### Exercise data
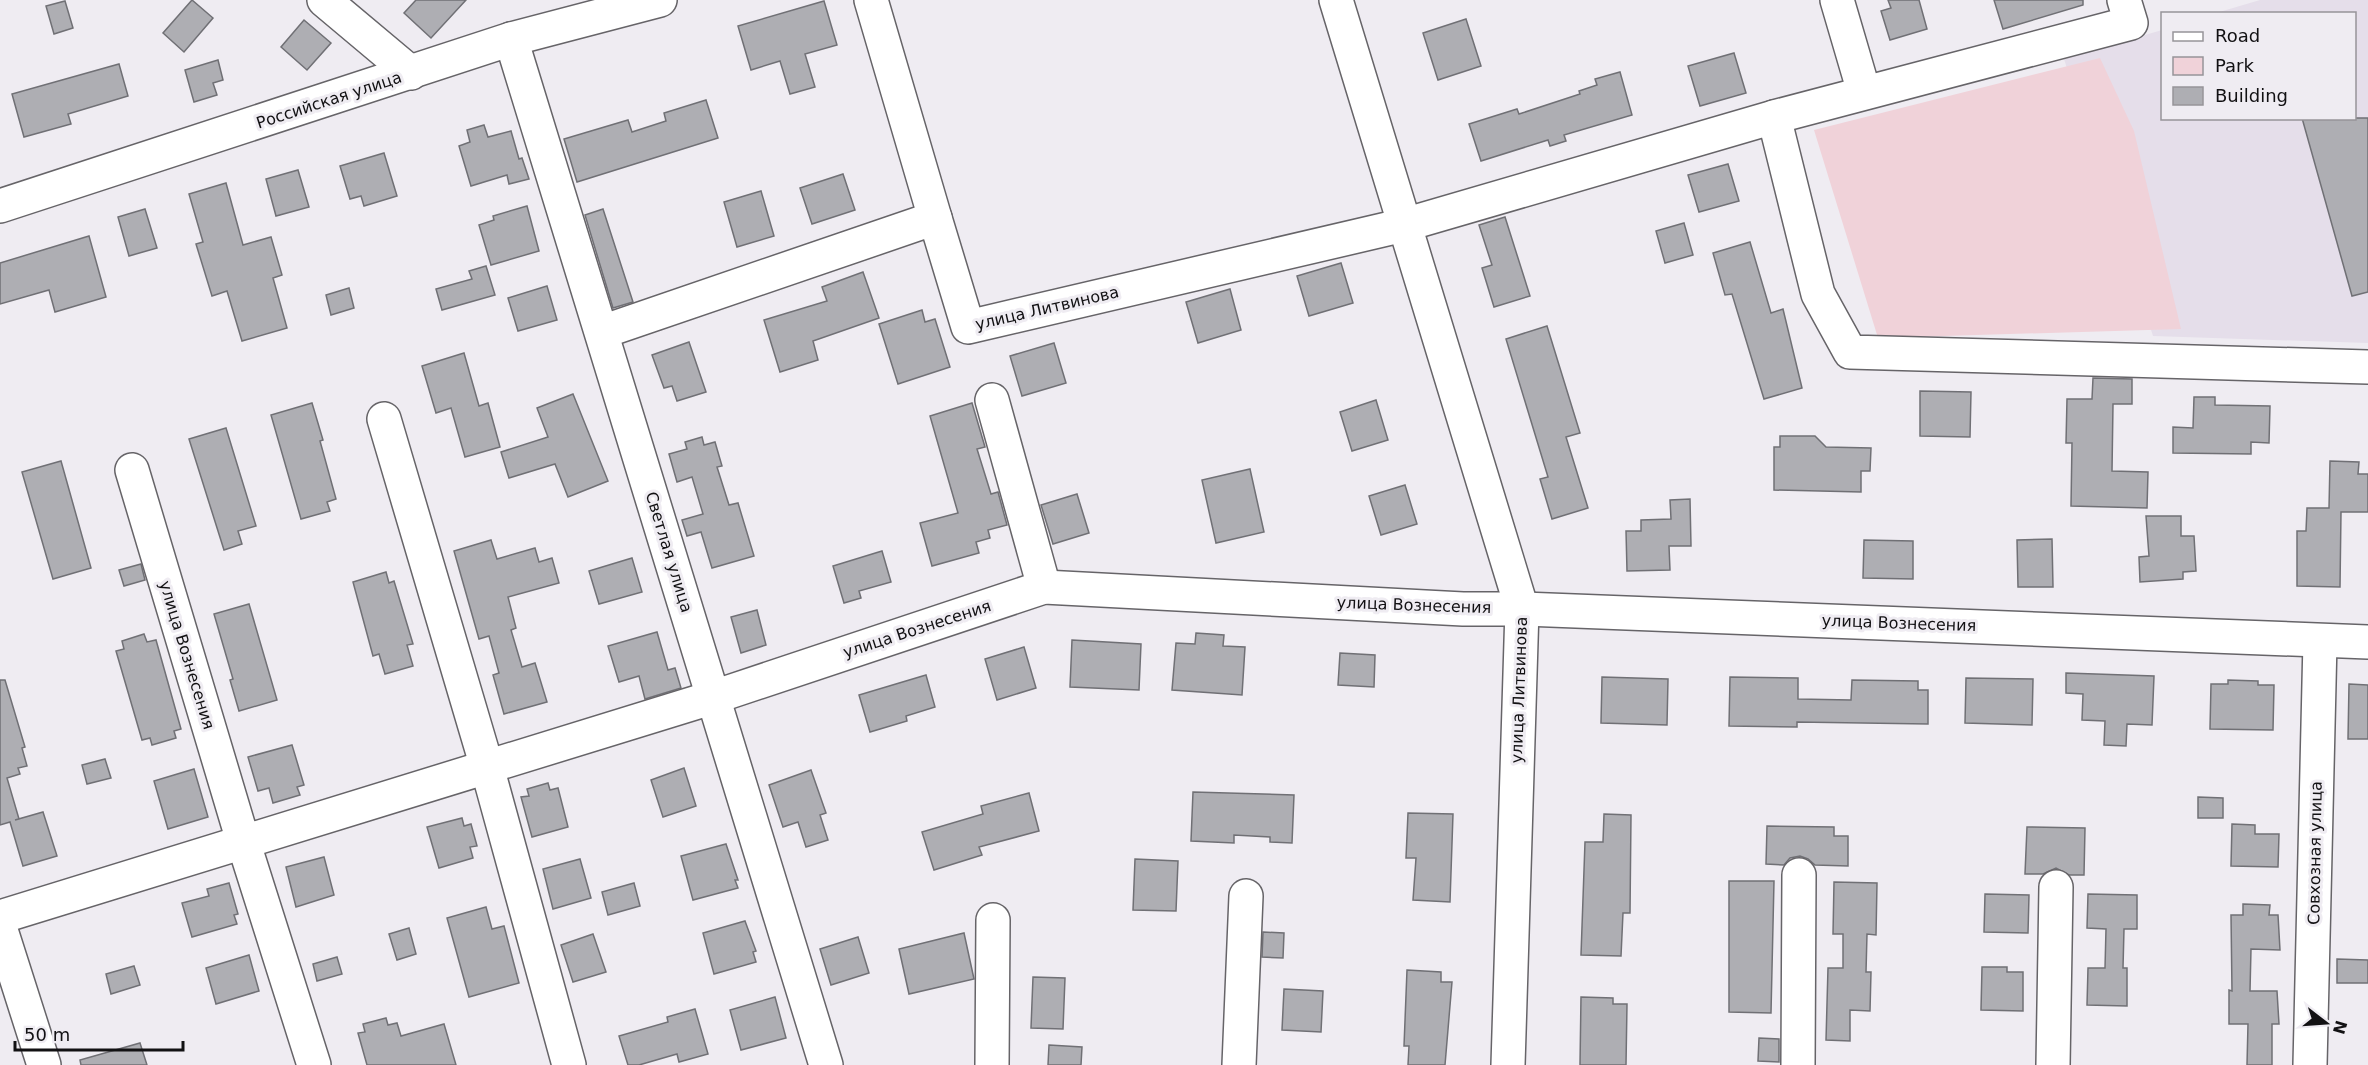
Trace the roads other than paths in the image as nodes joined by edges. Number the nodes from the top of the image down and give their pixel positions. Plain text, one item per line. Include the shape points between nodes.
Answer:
1 (324, 0) edge
2 (660, 0) edge
3 (872, 0) edge
4 (1336, 0) edge
5 (1837, 0) edge
6 (2128, 11) edge
7 (511, 39) junction
8 (411, 73) junction
9 (1864, 92) junction
10 (1774, 117) junction
11 (0, 206) edge
12 (934, 218) junction
13 (1404, 225) junction
14 (602, 332) junction
15 (2368, 367) edge
16 (992, 400) dead end
17 (384, 419) dead end
18 (132, 470) dead end
19 (1044, 587) junction
20 (1522, 609) junction
21 (2320, 641) junction
22 (2368, 642) edge
23 (714, 697) junction
24 (487, 767) junction
25 (243, 841) junction
26 (1799, 875) dead end
27 (2056, 887) dead end
28 (1246, 896) dead end
29 (0, 917) edge
30 (993, 920) dead end
31 (0, 927) edge
32 (44, 1065) edge
33 (314, 1065) edge
34 (569, 1065) edge
35 (826, 1065) edge
36 (992, 1065) edge
37 (1239, 1065) edge
38 (1508, 1065) edge
39 (1798, 1065) edge
40 (2053, 1065) edge
41 (2310, 1065) edge

1 - 8 street
2 - 7 street, Российская улица
3 - 12 street
4 - 13 street, улица Литвинова
5 - 9 street
6 - 9 street
7 - 8 street, Российская улица
7 - 14 street, Светлая улица
8 - 11 street, Российская улица
9 - 10 street
10 - 13 street
10 - 15 street via 1818,294 1850,352
12 - 13 street, улица Литвинова via 968,327
12 - 14 street
13 - 20 street, улица Литвинова
14 - 23 street, Светлая улица
16 - 19 street
17 - 24 street
18 - 25 street, улица Вознесения
19 - 20 street, улица Вознесения
19 - 23 street, улица Вознесения
20 - 21 street, улица Вознесения
20 - 38 street, улица Литвинова
21 - 22 street, улица Вознесения
21 - 41 street, Совхозная улица
23 - 24 street, улица Вознесения
23 - 35 street, Светлая улица
24 - 25 street, улица Вознесения
24 - 34 street
25 - 29 street, улица Вознесения
25 - 33 street, улица Вознесения
26 - 39 street
27 - 40 street
28 - 37 street
30 - 36 street
31 - 32 street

### Goal of the exercise
Print out the records in full and exactly, dropping every picture.

### Solution for this exercise
Trace the roads other than paths in the image as nodes joined by edges. Number the nodes from the top of the image down and give their pixel positions. Plain text, one item per line. Include the shape points between nodes.
Answer:
1 (324, 0) edge
2 (660, 0) edge
3 (872, 0) edge
4 (1336, 0) edge
5 (1837, 0) edge
6 (2128, 11) edge
7 (511, 39) junction
8 (411, 73) junction
9 (1864, 92) junction
10 (1774, 117) junction
11 (0, 206) edge
12 (934, 218) junction
13 (1404, 225) junction
14 (602, 332) junction
15 (2368, 367) edge
16 (992, 400) dead end
17 (384, 419) dead end
18 (132, 470) dead end
19 (1044, 587) junction
20 (1522, 609) junction
21 (2320, 641) junction
22 (2368, 642) edge
23 (714, 697) junction
24 (487, 767) junction
25 (243, 841) junction
26 (1799, 875) dead end
27 (2056, 887) dead end
28 (1246, 896) dead end
29 (0, 917) edge
30 (993, 920) dead end
31 (0, 927) edge
32 (44, 1065) edge
33 (314, 1065) edge
34 (569, 1065) edge
35 (826, 1065) edge
36 (992, 1065) edge
37 (1239, 1065) edge
38 (1508, 1065) edge
39 (1798, 1065) edge
40 (2053, 1065) edge
41 (2310, 1065) edge

1 - 8 street
2 - 7 street, Российская улица
3 - 12 street
4 - 13 street, улица Литвинова
5 - 9 street
6 - 9 street
7 - 8 street, Российская улица
7 - 14 street, Светлая улица
8 - 11 street, Российская улица
9 - 10 street
10 - 13 street
10 - 15 street via 1818,294 1850,352
12 - 13 street, улица Литвинова via 968,327
12 - 14 street
13 - 20 street, улица Литвинова
14 - 23 street, Светлая улица
16 - 19 street
17 - 24 street
18 - 25 street, улица Вознесения
19 - 20 street, улица Вознесения
19 - 23 street, улица Вознесения
20 - 21 street, улица Вознесения
20 - 38 street, улица Литвинова
21 - 22 street, улица Вознесения
21 - 41 street, Совхозная улица
23 - 24 street, улица Вознесения
23 - 35 street, Светлая улица
24 - 25 street, улица Вознесения
24 - 34 street
25 - 29 street, улица Вознесения
25 - 33 street, улица Вознесения
26 - 39 street
27 - 40 street
28 - 37 street
30 - 36 street
31 - 32 street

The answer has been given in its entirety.